WHAT YOU SHOULD DO
Find the string "Falcão" in the material. Copy every line that has it.
[MATERIAL PROVIDED — start]
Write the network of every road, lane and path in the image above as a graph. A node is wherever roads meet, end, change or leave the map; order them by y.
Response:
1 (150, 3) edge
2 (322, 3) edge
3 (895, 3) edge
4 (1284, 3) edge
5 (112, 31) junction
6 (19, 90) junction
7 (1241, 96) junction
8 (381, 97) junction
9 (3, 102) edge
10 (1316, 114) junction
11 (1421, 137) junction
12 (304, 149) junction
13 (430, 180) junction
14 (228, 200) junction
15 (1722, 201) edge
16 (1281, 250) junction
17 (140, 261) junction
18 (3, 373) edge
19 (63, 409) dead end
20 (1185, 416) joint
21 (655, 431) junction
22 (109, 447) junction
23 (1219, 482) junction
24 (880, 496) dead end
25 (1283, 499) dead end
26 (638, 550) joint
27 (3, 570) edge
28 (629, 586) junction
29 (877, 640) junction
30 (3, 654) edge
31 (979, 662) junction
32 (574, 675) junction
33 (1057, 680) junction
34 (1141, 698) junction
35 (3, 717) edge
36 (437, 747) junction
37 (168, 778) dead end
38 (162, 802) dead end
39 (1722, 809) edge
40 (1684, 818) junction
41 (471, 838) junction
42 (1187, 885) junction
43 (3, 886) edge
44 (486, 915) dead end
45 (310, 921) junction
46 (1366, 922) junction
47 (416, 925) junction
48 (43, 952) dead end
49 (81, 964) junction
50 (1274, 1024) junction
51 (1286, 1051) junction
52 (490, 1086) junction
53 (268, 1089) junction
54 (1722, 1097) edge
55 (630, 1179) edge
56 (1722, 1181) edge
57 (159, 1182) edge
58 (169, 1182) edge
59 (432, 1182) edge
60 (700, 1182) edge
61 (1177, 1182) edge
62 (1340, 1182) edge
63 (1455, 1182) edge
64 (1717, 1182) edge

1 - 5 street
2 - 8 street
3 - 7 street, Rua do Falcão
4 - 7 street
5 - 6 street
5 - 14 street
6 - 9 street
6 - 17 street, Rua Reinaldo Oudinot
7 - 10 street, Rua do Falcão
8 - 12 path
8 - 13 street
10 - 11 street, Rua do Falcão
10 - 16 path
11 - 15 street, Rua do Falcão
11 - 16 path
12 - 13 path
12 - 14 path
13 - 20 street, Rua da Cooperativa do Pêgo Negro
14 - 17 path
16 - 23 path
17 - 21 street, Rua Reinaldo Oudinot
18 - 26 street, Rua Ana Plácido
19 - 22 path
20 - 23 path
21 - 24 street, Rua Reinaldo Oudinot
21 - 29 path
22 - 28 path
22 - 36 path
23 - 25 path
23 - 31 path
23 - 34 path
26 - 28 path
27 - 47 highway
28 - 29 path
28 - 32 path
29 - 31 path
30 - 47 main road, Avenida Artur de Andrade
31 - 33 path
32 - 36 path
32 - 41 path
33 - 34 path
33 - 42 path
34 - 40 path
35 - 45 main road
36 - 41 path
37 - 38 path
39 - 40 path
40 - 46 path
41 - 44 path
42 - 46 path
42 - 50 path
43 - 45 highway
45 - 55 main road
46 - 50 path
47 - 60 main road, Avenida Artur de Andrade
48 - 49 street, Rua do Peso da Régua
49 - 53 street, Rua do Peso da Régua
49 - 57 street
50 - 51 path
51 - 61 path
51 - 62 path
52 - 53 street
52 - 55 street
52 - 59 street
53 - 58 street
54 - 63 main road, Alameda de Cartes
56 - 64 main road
[MATERIAL PROVIDED — finish]
TASK RESPONSE
3 - 7 street, Rua do Falcão
7 - 10 street, Rua do Falcão
10 - 11 street, Rua do Falcão
11 - 15 street, Rua do Falcão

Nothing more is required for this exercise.